AIM OF THE TASK: Over all lines in the data below, count those holding "road" and give only the result.

(Saved data entries)
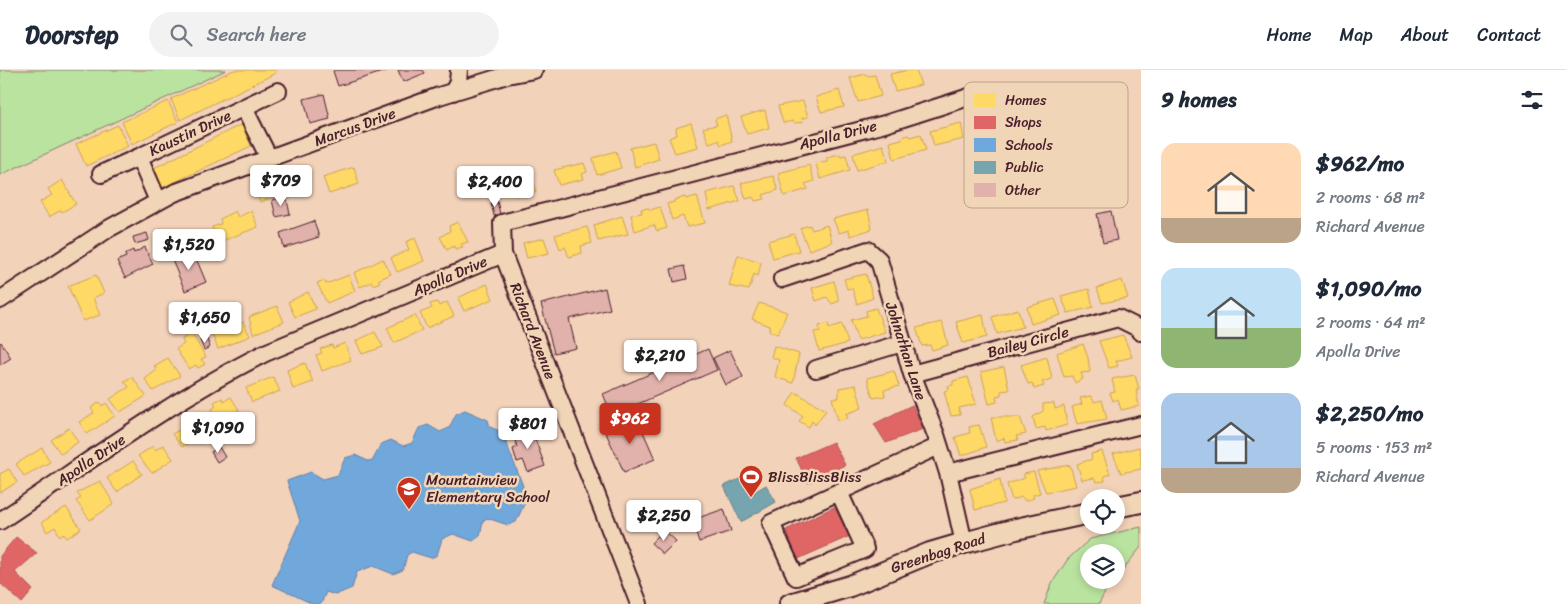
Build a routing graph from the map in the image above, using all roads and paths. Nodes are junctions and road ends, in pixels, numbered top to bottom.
1 (460, 70) edge
2 (534, 70) edge
3 (278, 91) dead end
4 (453, 92) junction
5 (964, 99) edge
6 (244, 108) junction
7 (139, 157) junction
8 (269, 158) junction
9 (100, 174) dead end
10 (158, 201) junction
11 (503, 254) junction
12 (782, 279) dead end
13 (0, 300) edge
14 (1141, 332) edge
15 (902, 343) junction
16 (816, 369) dead end
17 (912, 374) junction
18 (1141, 425) edge
19 (940, 446) junction
20 (948, 473) junction
21 (838, 492) junction
22 (1141, 502) edge
23 (1125, 505) edge
24 (1080, 515) edge
25 (0, 521) edge
26 (964, 543) junction
27 (823, 566) junction
28 (834, 591) junction
29 (639, 604) edge
30 (790, 604) edge

1 - 4 street
2 - 4 street, Marcus Drive
3 - 6 street, Kaustin Drive
4 - 8 street, Marcus Drive
5 - 11 street, Apolla Drive
6 - 7 street, Kaustin Drive
6 - 8 street
7 - 9 street, Kaustin Drive
7 - 10 street
8 - 10 street, Marcus Drive
10 - 13 street, Marcus Drive
11 - 25 street, Apolla Drive
11 - 29 street, Richard Avenue
12 - 15 street, Johnathan Lane
14 - 17 street, Bailey Circle
15 - 16 street
15 - 17 street, Johnathan Lane
17 - 19 street, Johnathan Lane
18 - 20 street
19 - 20 street, Johnathan Lane
19 - 21 street
20 - 26 street, Johnathan Lane
21 - 27 street
21 - 27 street
22 - 23 main road
24 - 26 main road, Greenbag Road
26 - 28 main road, Greenbag Road
27 - 28 street
28 - 30 main road, Greenbag Road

ANSWER TO THIS EXERCISE: 5